Requirement: Filter the listing below, please, and copy only the lines with the word "Burragulung".

Entries provided:
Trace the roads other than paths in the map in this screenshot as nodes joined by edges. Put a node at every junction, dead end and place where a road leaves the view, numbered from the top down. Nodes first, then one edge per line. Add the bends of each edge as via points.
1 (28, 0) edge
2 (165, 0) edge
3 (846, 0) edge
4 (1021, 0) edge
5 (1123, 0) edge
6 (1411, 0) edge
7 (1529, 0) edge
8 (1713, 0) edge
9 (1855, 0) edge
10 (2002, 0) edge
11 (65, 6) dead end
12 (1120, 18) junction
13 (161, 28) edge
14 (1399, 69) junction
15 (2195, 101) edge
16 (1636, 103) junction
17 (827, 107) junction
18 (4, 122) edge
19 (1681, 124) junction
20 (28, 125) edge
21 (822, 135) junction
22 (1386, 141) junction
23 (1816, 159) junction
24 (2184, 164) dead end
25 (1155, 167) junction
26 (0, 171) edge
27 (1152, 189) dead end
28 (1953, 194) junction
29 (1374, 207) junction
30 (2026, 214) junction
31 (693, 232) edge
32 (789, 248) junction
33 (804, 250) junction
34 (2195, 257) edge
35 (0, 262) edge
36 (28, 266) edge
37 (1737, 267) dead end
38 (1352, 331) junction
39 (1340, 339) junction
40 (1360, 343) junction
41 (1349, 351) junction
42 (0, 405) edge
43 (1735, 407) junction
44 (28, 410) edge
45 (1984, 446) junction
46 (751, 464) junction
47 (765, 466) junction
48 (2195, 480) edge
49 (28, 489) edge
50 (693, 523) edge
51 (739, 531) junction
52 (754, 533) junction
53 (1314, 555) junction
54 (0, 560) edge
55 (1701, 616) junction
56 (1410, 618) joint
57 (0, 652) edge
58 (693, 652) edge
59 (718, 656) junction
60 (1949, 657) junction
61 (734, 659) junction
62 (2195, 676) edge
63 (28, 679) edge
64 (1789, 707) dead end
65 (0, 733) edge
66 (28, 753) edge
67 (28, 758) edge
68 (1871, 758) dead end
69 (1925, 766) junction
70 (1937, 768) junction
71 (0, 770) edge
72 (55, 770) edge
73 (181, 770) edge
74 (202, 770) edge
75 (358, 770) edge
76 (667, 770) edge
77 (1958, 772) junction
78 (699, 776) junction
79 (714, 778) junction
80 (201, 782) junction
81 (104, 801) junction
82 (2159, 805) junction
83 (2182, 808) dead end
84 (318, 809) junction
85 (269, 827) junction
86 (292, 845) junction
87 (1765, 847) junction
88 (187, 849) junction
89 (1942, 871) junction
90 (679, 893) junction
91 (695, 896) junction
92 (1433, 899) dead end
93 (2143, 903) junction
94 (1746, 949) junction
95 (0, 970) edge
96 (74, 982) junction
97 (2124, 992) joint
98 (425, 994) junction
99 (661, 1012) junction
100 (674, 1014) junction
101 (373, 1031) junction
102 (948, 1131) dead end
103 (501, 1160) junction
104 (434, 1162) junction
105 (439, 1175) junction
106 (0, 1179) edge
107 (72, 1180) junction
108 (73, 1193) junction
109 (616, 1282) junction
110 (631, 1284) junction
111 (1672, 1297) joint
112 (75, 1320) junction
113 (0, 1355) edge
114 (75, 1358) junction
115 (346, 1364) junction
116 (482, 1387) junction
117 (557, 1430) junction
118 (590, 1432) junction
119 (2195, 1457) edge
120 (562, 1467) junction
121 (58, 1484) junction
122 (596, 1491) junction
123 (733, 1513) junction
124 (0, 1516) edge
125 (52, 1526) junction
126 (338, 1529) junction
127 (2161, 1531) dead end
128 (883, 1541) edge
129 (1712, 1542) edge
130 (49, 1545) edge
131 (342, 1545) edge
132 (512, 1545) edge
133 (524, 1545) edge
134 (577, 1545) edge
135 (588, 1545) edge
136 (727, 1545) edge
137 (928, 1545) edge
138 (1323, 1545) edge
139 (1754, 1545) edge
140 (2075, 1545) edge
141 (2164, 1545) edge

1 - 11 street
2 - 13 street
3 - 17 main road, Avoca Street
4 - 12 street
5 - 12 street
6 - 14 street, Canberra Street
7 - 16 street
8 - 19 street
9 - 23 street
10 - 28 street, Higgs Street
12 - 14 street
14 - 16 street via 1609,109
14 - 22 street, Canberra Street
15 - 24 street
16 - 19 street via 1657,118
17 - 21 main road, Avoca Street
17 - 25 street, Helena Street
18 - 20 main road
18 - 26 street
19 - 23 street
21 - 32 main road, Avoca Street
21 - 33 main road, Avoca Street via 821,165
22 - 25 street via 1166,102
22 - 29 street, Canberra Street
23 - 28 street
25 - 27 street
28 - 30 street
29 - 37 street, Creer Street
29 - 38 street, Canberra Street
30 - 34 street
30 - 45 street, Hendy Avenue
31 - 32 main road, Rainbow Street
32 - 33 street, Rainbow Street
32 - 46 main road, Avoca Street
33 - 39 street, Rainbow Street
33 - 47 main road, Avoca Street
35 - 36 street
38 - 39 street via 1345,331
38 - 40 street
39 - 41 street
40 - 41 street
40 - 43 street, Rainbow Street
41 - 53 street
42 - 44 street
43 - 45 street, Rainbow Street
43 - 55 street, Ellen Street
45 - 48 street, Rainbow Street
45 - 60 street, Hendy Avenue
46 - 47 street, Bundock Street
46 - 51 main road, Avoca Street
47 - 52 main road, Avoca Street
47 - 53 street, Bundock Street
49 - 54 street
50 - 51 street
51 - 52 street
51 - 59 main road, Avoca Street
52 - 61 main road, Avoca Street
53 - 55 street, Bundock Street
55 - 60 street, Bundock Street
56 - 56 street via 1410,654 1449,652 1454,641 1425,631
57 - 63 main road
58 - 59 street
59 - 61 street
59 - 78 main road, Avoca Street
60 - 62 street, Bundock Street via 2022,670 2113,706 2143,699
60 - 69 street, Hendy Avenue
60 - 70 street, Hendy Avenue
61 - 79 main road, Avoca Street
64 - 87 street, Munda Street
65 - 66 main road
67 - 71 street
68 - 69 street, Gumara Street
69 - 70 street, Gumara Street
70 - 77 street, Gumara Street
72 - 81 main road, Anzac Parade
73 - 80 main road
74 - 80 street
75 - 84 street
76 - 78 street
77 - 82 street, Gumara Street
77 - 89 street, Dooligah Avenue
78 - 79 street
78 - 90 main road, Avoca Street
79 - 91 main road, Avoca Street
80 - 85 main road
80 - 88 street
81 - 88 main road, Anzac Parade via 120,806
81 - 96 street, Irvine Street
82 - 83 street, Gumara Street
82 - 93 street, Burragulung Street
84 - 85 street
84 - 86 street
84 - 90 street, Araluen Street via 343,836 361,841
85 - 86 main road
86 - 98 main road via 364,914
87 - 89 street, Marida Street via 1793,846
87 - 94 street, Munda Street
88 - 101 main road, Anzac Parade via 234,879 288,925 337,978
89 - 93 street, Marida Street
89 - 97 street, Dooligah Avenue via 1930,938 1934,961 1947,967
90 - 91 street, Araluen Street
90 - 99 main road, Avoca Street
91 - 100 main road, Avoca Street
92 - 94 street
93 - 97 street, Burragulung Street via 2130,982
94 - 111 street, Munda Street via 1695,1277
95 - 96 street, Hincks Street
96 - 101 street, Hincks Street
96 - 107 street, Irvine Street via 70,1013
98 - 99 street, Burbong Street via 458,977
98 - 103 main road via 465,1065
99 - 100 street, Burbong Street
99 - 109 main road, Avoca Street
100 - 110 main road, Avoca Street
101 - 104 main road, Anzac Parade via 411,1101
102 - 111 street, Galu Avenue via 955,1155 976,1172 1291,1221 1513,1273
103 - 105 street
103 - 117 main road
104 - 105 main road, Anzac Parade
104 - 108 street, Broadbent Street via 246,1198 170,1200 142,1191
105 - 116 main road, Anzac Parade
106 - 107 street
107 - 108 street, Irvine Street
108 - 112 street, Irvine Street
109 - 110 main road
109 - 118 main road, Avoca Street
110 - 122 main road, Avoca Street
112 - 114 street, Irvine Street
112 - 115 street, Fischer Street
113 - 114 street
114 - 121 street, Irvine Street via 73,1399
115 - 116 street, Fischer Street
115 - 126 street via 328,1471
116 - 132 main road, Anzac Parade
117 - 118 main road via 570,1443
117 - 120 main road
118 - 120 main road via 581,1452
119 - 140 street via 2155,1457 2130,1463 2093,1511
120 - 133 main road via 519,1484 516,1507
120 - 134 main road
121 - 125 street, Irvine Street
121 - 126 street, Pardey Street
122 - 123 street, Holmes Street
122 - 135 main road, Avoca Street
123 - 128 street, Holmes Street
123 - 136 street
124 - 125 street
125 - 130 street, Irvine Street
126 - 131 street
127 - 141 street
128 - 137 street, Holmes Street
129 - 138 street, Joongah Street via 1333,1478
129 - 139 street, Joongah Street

Exercise response:
82 - 93 street, Burragulung Street
93 - 97 street, Burragulung Street via 2130,982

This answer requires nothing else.